How do generics interact with overloaded methods?


(Ryan Conway) #1

Hey swift-users,

I'm teaching myself Swift, coming from a mostly C and Python background,
and would like to understand generics more deeply. Right now, I'm seeing
generic data types invoke overloaded methods in ways I do not understand,
and am seeking clarification why.

In an effort to model a data structure whose data can be represented as
multiple data types simultaneously, I've made this class. Here its
implementation is mocked using constants.

class Bar {
    func read() -> Int {
        return -1
    }
    func read() -> UInt {
        return 1
    }
    func read<T>() -> T {
        print("Unsupported data type requested")
        exit(1)
    }
}

Objects of that class return the requested type as expected when used like
so:

let thisWorks: Int = Bar().read() // returns -1
let thisAlsoWorks: UInt = Bar().read() // returns 1

However, when I introduce generics on top of that class, the expected
method (the "most precise" method) is not called. For example, given this
other class:

class Baz<T> {
    let myBar = Bar()

    func read() -> T {
        return self.myBar.read()
    }
}

Both of these invocations call the generic read<T>() -> T method rather
than the read() -> UInt method:

let thisDoesntWork = Baz<UInt>().read()
let thisDoesntWorkEither: UInt = Baz<UInt>().read()

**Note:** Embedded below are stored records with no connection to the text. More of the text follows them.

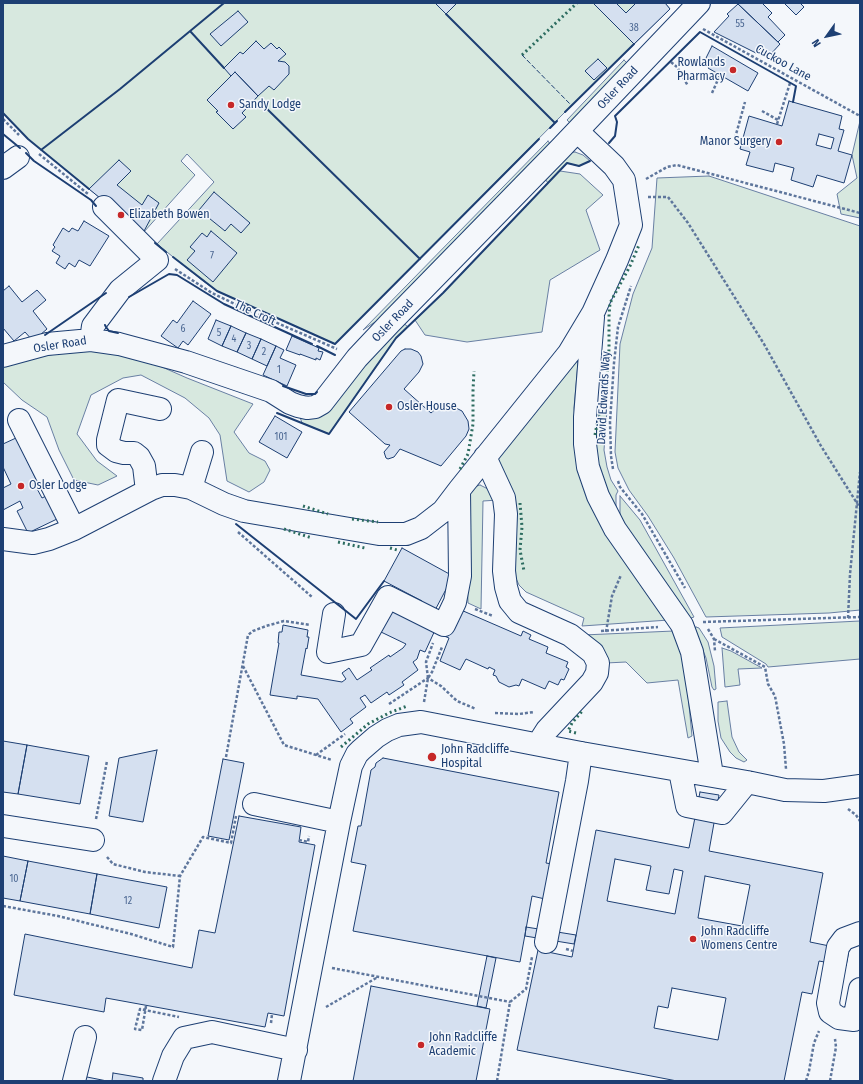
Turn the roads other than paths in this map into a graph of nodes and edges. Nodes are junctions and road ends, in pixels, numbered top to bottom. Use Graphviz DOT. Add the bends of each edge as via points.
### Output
graph roads {
  1 [pos="699,3"];
  2 [pos="577,131"];
  3 [pos="104,207"];
  4 [pos="593,313"];
  5 [pos="91,340"];
  6 [pos="3,356"];
  7 [pos="160,409"];
  8 [pos="19,420"];
  9 [pos="202,452"];
  10 [pos="485,457"];
  11 [pos="191,488"];
  12 [pos="459,490"];
  13 [pos="147,491"];
  14 [pos="74,529"];
  15 [pos="3,539"];
  16 [pos="333,621"];
  17 [pos="538,744"];
  18 [pos="581,753"];
  19 [pos="680,771"];
  20 [pos="712,775"];
  21 [pos="747,782"];
  22 [pos="860,786"];
  23 [pos="254,804"];
  24 [pos="339,822"];
  25 [pos="3,826"];
  26 [pos="93,840"];
  27 [pos="860,933"];
  28 [pos="546,942"];
  29 [pos="860,989"];
  30 [pos="85,1036"];
  31 [pos="296,1050"];
  32 [pos="74,1081"];
  33 [pos="164,1081"];
  34 [pos="290,1081"];
  1 -- 2 [label="street, Osler Road"];
  2 -- 4 [label="street" via="614,166 624,180 630,225"];
  2 -- 5 [label="street, Osler Road" via="357,358 322,403 315,407 307,408 290,403 271,391 186,362 119,344"];
  3 -- 5 [label="street" via="157,260 120,290 93,326"];
  4 -- 10 [label="street" via="569,352"];
  4 -- 20 [label="street" via="584,417 588,467 614,529 691,621 692,652"];
  5 -- 6 [label="street, Osler Road" via="47,344"];
  7 -- 13 [label="street" via="118,400 108,440 108,445 116,451 139,456 144,466"];
  8 -- 14 [label="street"];
  9 -- 11 [label="street"];
  10 -- 12 [label="street"];
  10 -- 17 [label="street" via="504,498 504,571 510,601 519,612 570,635 593,653 598,663 592,682 547,730"];
  11 -- 12 [label="street" via="244,511 394,535 406,534 421,528 443,511"];
  11 -- 13 [label="street" via="162,485"];
  12 -- 16 [label="street" via="460,576 455,602 439,634 388,598 361,645 328,652"];
  13 -- 14 [label="street"];
  14 -- 15 [label="street" via="33,543"];
  17 -- 18 [label="street"];
  17 -- 24 [label="street" via="421,722 399,725 376,737 357,754 351,766"];
  18 -- 19 [label="street"];
  18 -- 28 [label="street"];
  19 -- 20 [label="street"];
  19 -- 21 [label="street" via="687,806 722,813"];
  20 -- 21 [label="street"];
  21 -- 22 [label="street" via="786,790 824,792"];
  23 -- 24 [label="street"];
  24 -- 31 [label="street"];
  25 -- 26 [label="street"];
  27 -- 29 [label="street" via="844,939 838,947 828,1003 830,1012 839,1018 854,1020"];
  30 -- 32 [label="street"];
  31 -- 33 [label="street" via="212,1032 184,1038 173,1056"];
  31 -- 34 [label="street"];
}
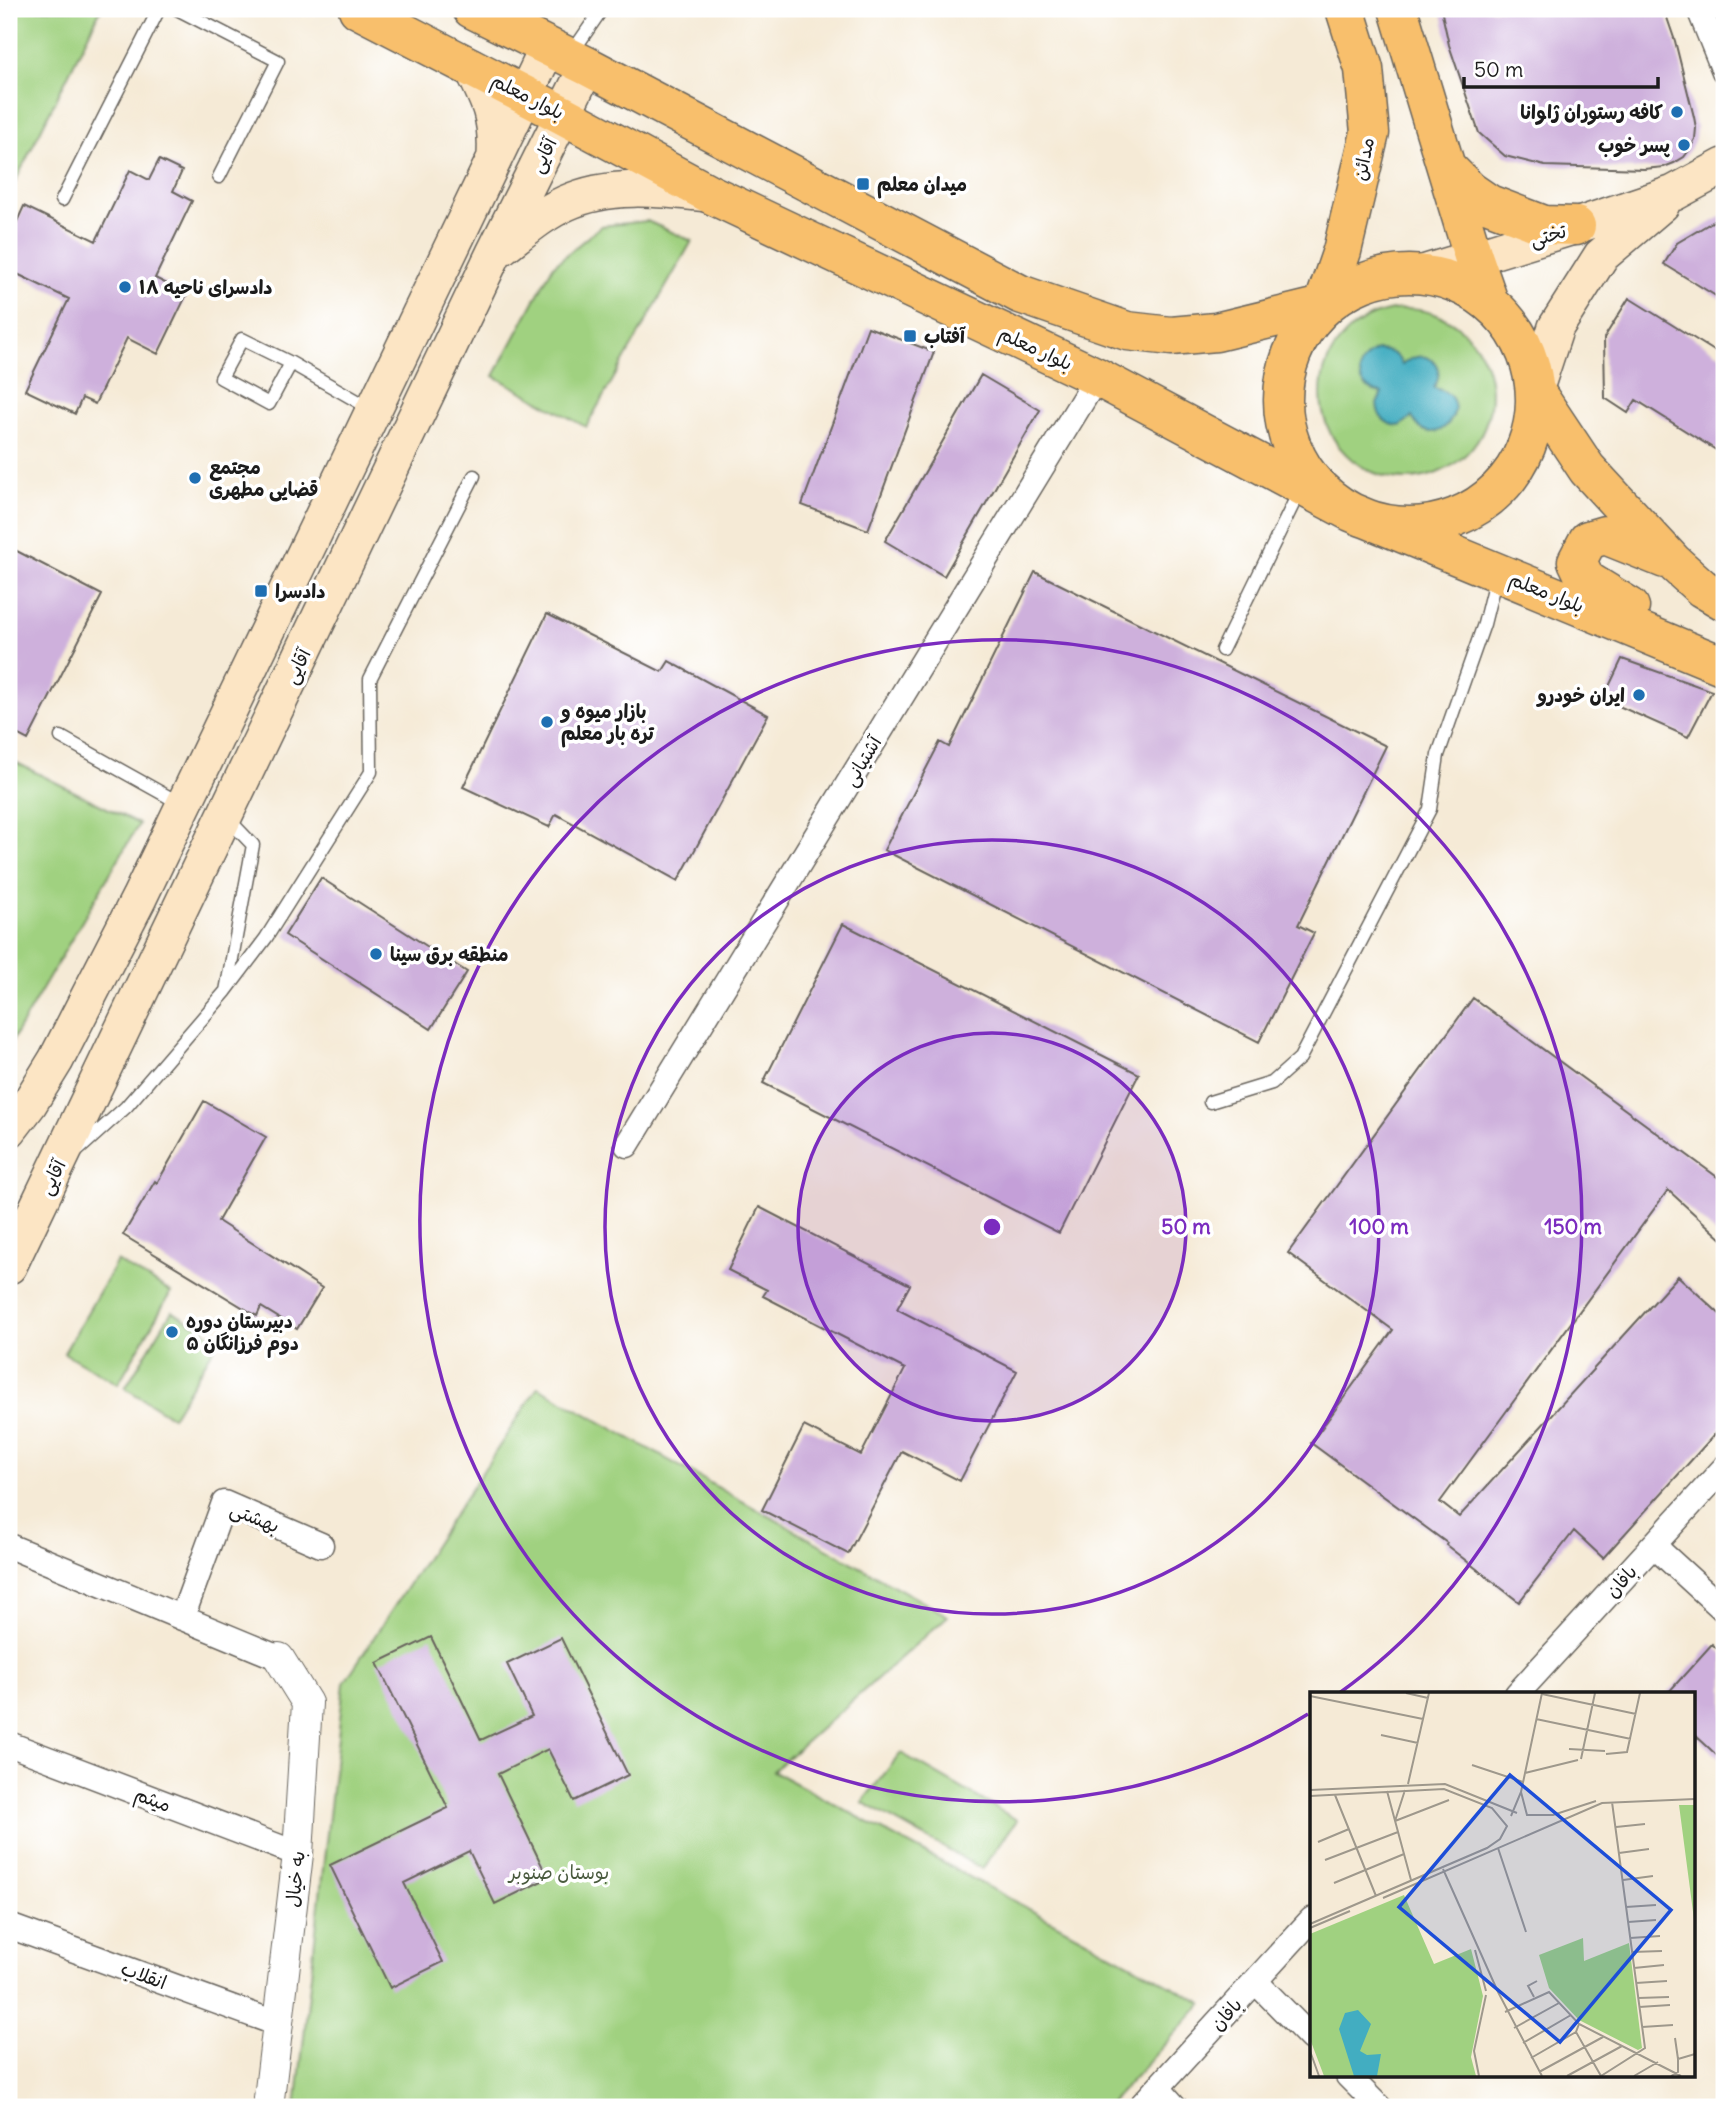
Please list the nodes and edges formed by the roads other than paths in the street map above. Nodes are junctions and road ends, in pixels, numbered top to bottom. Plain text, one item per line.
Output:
1 (159, 9) edge
2 (177, 9) edge
3 (358, 9) edge
4 (472, 9) edge
5 (602, 9) edge
6 (1345, 9) edge
7 (1398, 9) edge
8 (1699, 9) edge
9 (568, 57) junction
10 (471, 66) junction
11 (1724, 71) edge
12 (525, 95) junction
13 (564, 115) junction
14 (495, 155) junction
15 (1447, 168) junction
16 (1722, 170) edge
17 (219, 177) dead end
18 (1674, 193) junction
19 (710, 194) junction
20 (62, 200) dead end
21 (1576, 226) junction
22 (494, 253) junction
23 (1473, 256) junction
24 (1420, 274) junction
25 (1489, 302) junction
26 (1323, 306) junction
27 (291, 363) junction
28 (1097, 377) junction
29 (1535, 391) junction
30 (373, 410) junction
31 (474, 476) dead end
32 (1302, 486) junction
33 (1351, 512) junction
34 (1673, 562) junction
35 (1497, 572) junction
36 (1724, 601) edge
37 (1222, 650) dead end
38 (1718, 663) edge
39 (61, 737) dead end
40 (184, 805) junction
41 (225, 816) junction
42 (226, 992) junction
43 (1210, 1102) dead end
44 (9, 1130) edge
45 (627, 1145) dead end
46 (55, 1171) junction
47 (9, 1266) edge
48 (1724, 1468) edge
49 (321, 1545) dead end
50 (9, 1546) edge
51 (1654, 1546) junction
52 (1724, 1610) edge
53 (181, 1618) junction
54 (279, 1658) joint
55 (1519, 1692) edge
56 (9, 1744) edge
57 (298, 1854) junction
58 (1310, 1921) edge
59 (9, 1926) edge
60 (1255, 1981) junction
61 (278, 2024) junction
62 (1310, 2037) edge
63 (1350, 2078) edge
64 (1158, 2088) junction
65 (268, 2107) edge
66 (1140, 2107) edge
67 (1175, 2107) edge
68 (1379, 2107) edge

1 - 20 lane
2 - 17 lane
3 - 10 main road, بلوار معلم
4 - 9 main road
5 - 9 lane
6 - 26 main road, مدائن
7 - 15 main road
8 - 11 street
9 - 12 main road
9 - 13 main road, آقایی
9 - 26 main road
10 - 12 main road, بلوار معلم
10 - 14 main road
12 - 13 main road, بلوار معلم
12 - 14 main road
13 - 19 main road, بلوار معلم
13 - 22 main road, آقایی
14 - 30 main road
15 - 21 main road
15 - 23 main road
16 - 18 main road, تختی
18 - 21 main road, تختی
18 - 29 main road, تختی
19 - 22 main road
19 - 28 main road, بلوار معلم
21 - 23 main road, تختی
22 - 41 main road, آقایی
23 - 24 main road, تختی
23 - 25 main road
24 - 25 main road
24 - 26 main road
25 - 29 main road
26 - 33 main road
27 - 27 lane
27 - 30 lane
28 - 32 main road, بلوار معلم
28 - 45 street, آشتیانی
29 - 33 main road
29 - 34 main road
30 - 40 main road
31 - 42 lane
32 - 33 main road, بلوار معلم
32 - 37 lane
33 - 35 main road, بلوار معلم
34 - 36 main road
34 - 38 main road
35 - 38 main road, بلوار معلم
35 - 43 lane
39 - 40 lane
40 - 44 main road
41 - 42 lane
41 - 46 main road, آقایی
42 - 46 lane
46 - 47 main road, آقایی
48 - 51 street, بافان
49 - 53 street, بهشتی
50 - 53 street
51 - 52 street
51 - 55 street, بافان
53 - 54 street
54 - 57 street, به خیال
56 - 57 street, میثم
57 - 61 street, به خیال
58 - 60 street, بافان
59 - 61 street, انقلاب
60 - 62 street
60 - 64 street, بافان
61 - 65 street, به خیال
63 - 68 street
64 - 66 street, بافان
64 - 67 street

Am I using generics wrong here? Is there some other language feature I
should be using to capture this data? Any pointers would be greatly
appreciated.

Thank you,
Ryan


(David Turnbull) #2

You're using generics like they were templates. A lot of people coming from
C++ will make this mistake at first. Here's the secret: C++ templates are a
substitution at compile time. Swift generics have to satisfy the protocols.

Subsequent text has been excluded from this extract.